Tous les mantras principaux que je tire des manuels, ils sont bien connus et accessibles au public. Parfois, les clients m'apportent des phrases ou des mots qui leur ont été traduits par leurs professeurs ou des connaissances d'Inde. Je ne prends pas la responsabilité de la traduction du sanskrit. Je crois que cela devrait être fait par des spécialistes.

L'Orient a toujours attiré les étrangers par son mysticisme. Que mettez-vous dans vos tatouages ? Et où puisez-vous votre inspiration ?
- L'inspiration vient de l'interaction entre le client et moi.
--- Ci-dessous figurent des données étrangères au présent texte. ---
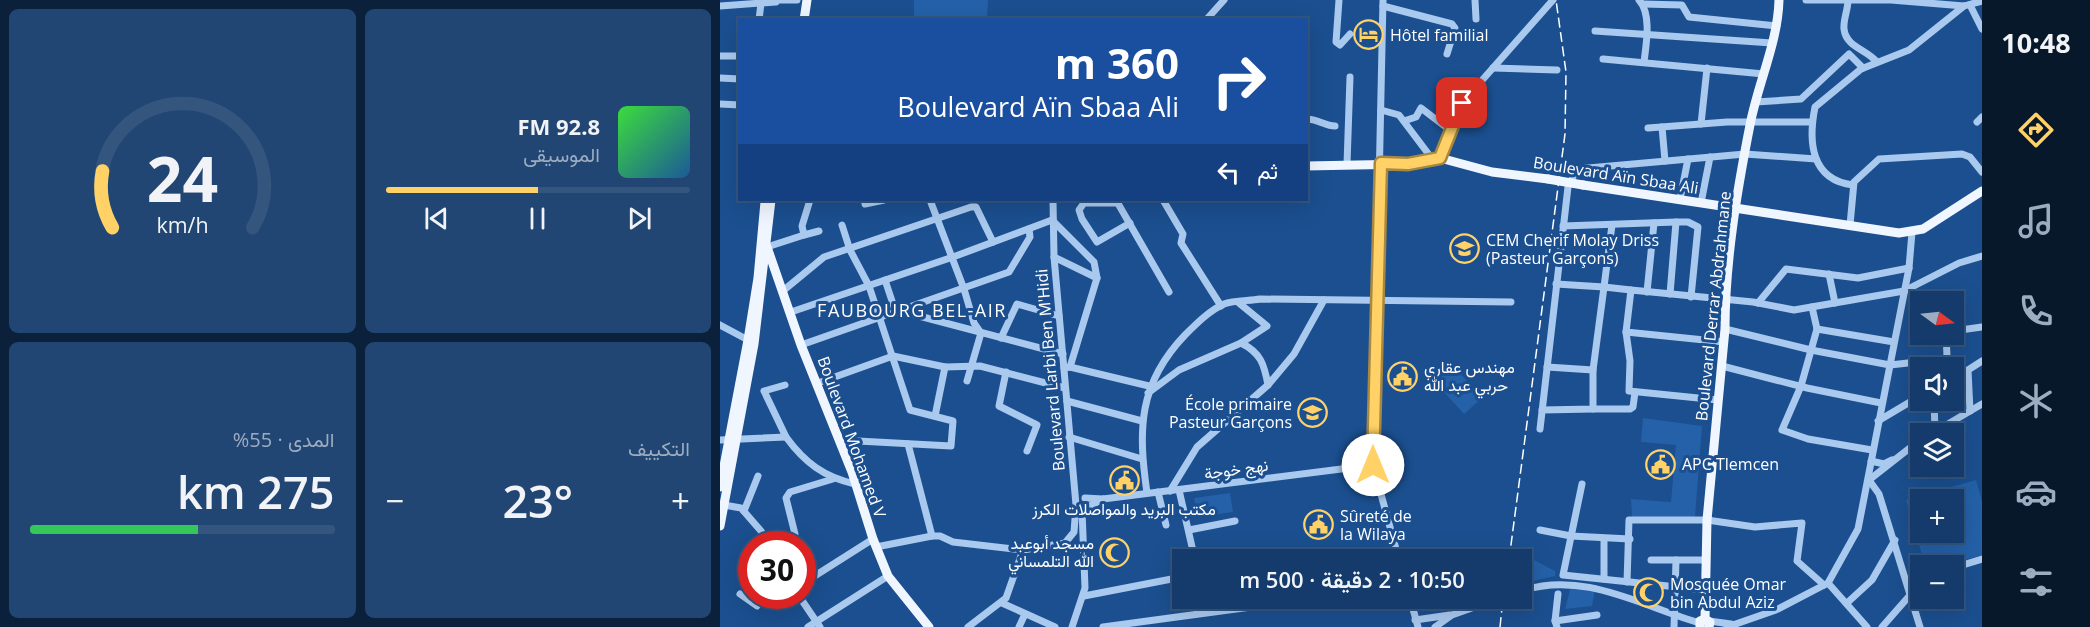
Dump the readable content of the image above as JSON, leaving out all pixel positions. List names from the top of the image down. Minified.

Il a des idées et des significations qu'il veut mettre dans un futur tatouage, et j'assure la réalisation créative de ses idées. C'est ainsi que les projets les plus intéressants voient le jour ! Ensemble, nous sélectionnons des symboles qui correspondent exactement à son idée, et ensuite, généralement, les clients me font entièrement confiance, et je commence à chercher des formes appropriées. Je puise mon inspiration dans les mêmes livres sur le bouddhisme et les livres avec des symboles tibétains.
Pour quel type de tatouages les gens viennent-ils le plus souvent vous voir ?
- Le plus souvent, ils viennent me voir pour un projet sur le dos avec un mantra le long de la colonne vertébrale. Cette tendance gagne maintenant en popularité, en raison du grand intérêt pour les pratiques spirituelles et le yoga. De plus, de telles œuvres sont très féminines et soulignent l'élégance du dos. Et comme elles contiennent également une signification si forte, il est possible de combiner les composants visuels et significatifs.

Nous interrogeons souvent les tatoueurs sur leurs projets les plus insolites. Et le plus souvent, il s'agit de travaux importants et techniquement complexes. Dans votre cas, la question suivante est intéressante : avez-vous rencontré une confirmation mystique du pouvoir de vos tatouages au cours de votre pratique ?
- J'ai une histoire très intéressante ! Lorsque je suis partie pour la première fois en voyage de travail à Moscou, une fille s'est inscrite pour un tatouage sur son épaule. Elle a eu l'idée de faire représenter la phrase "Le bonheur est en vous" autour de l'articulation de l'épaule. Le travail n'était pas facile, car la phrase, selon son idée, devait être représentée en cercle, et comme nous le savons, notre corps n'a pas de formes géométriques idéales, et nous avons dessiné une partie du tatouage à main levée. Nous avons eu une merveilleuse séance, nous avons beaucoup parlé et avons immédiatement décidé que la prochaine fois que je viendrais à Moscou, nous ferions un nouveau projet.
Mais lors de mon prochain voyage, nous avons dû annuler le rendez-vous, car une semaine après notre séance, la jeune fille est tombée enceinte ! Elle était si heureuse et a dit que ce tatouage avait fait un petit miracle ! Elle m'a récemment envoyé un grand message de remerciement avec des photos d'un bébé allongé sur son épaule à côté de ce tatouage. Je n'ai jamais rien vu de plus mignon ! Pour être honnête, la première fois qu'elle m'a parlé de la grossesse, j'ai été tellement émue !
J'aime quand un tatouage a un sens pour une personne, quand il est fait consciemment - comme un rappel à soi-même de quelque chose de très important !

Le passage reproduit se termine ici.